Kojou, acculé, s’exprima d’une voix brisée. Mais il ne reçut en retour que le regard méprisant d’Angelica.
« C’est nous qui posons les questions. »
« … Quoi ? »
« Je le répète encore une fois. Remettez-moi Celesta Ciate. »
Kojou changea silencieusement de regard et observa l’expression de Celesta, qui se tenait juste à côté de lui. Ce qui flottait dans les yeux de Celesta était de la peur pure envers Angelica et les autres.
À l’instant où Kojou s’en aperçut, sa détermination se renforça. Non, il l’avait décidé depuis longtemps : s’il avait poursuivi Celesta, c’était pour l’empêcher de faire une telle tête.
« Je ne veux pas. »
Kojou sourit audacieusement en parlant. C’était sa réponse à ce moment-là, et probablement aussi la réponse que Yukina espérait entendre…
« Est-ce le cas ? C’est dommage. »
Sans tambour ni trompette, Angelica Hermida agita sa main gauche — non pas la droite qui tenait la mitraillette, mais la gauche qui ne tenait soi-disant rien.
À cet instant, une lame géante et invisible s’abattit sur Kojou et Yukina.
Yukina bloqua le coup invisible avec sa lance d’argent. La lame d’Angelica, tissée d’énergie magique, se dissipa dès qu’elle entra en contact avec le loup de la dérive des neiges.
Cependant, même le loup de la dérive des neiges ne pouvait pas effacer l’énergie cinétique du coup d’Angelica.

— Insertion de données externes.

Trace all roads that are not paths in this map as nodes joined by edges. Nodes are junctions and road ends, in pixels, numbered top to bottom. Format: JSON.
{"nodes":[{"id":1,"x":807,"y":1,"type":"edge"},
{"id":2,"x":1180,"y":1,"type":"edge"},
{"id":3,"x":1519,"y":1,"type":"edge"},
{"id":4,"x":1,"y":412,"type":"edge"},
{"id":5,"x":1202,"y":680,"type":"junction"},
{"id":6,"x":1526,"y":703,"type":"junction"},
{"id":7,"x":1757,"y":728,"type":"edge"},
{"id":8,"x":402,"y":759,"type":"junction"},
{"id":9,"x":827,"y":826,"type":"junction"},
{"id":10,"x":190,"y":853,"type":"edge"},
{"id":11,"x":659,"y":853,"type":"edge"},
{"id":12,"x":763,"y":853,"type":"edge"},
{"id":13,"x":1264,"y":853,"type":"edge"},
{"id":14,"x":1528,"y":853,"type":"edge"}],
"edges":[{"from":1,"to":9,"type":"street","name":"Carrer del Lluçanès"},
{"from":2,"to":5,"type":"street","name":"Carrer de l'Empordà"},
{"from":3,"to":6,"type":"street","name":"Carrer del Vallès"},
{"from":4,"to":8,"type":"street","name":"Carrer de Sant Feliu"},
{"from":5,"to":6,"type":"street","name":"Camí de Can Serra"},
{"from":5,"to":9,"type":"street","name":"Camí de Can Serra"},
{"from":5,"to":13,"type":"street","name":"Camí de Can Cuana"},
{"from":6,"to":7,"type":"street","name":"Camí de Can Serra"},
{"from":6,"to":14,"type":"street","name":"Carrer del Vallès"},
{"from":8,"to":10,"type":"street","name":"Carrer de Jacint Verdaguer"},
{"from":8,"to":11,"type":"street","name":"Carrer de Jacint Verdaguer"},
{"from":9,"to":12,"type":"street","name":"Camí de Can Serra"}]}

Le recul du coup envoya Yukina voler plusieurs mètres plus loin avant qu’elle ne retombe sur ses pieds.
Kojou, lui, n’avait pas pu esquiver ou bloquer l’attaque d’Angelica.
« — Senpai !? »
Le souffle de Yukina s’était arrêté lorsqu’elle avait vu Kojou chanceler.
Puis, sous ses yeux, du sang frais jaillissait du cou de Kojou.

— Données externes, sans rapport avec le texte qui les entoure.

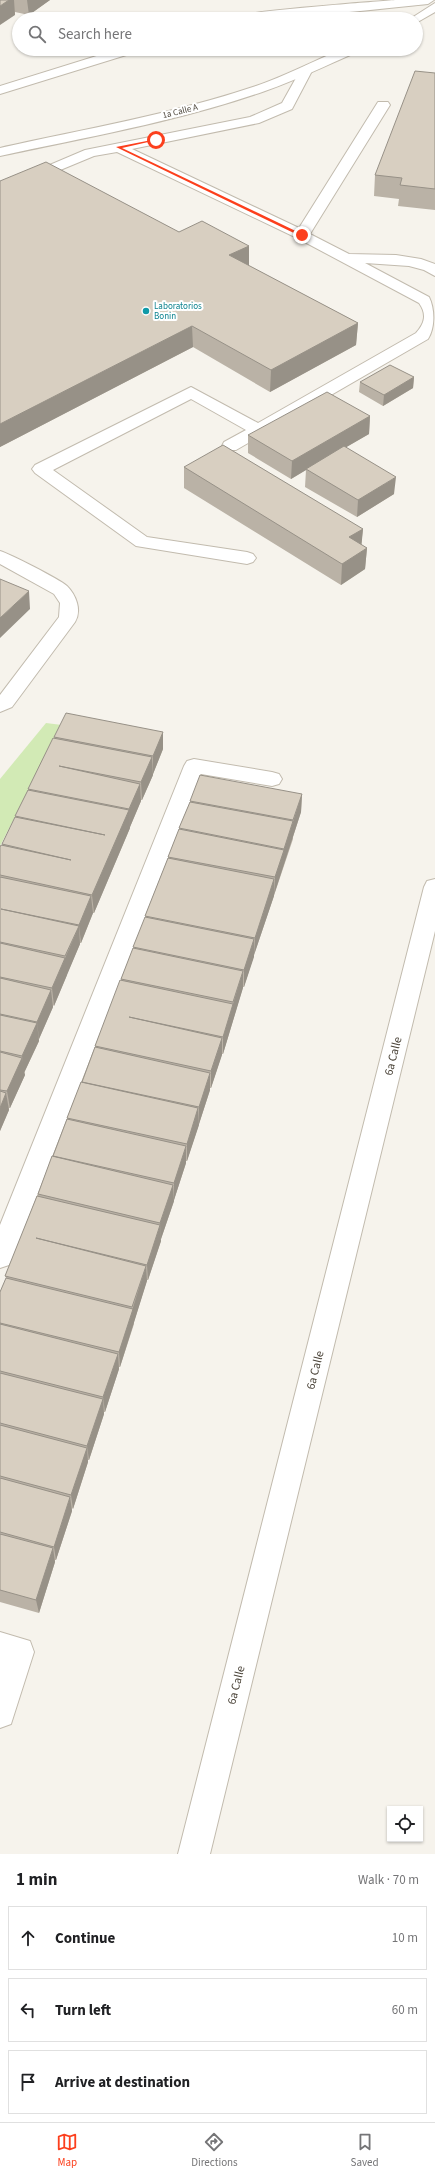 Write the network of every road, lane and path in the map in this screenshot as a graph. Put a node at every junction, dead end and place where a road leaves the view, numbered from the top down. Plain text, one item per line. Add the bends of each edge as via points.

Une profonde entaille partait de son épaule gauche et descendait jusqu’à son flanc droit.
C’était comme si une hache géante l’avait transpercé, et la blessure s’étendait jusqu’au dos de Kojou.
« Noooooooooooonnnnn — ! »
Un cri jaillit de la bouche de Celesta.
Kojou tomba alors lentement sur le sol.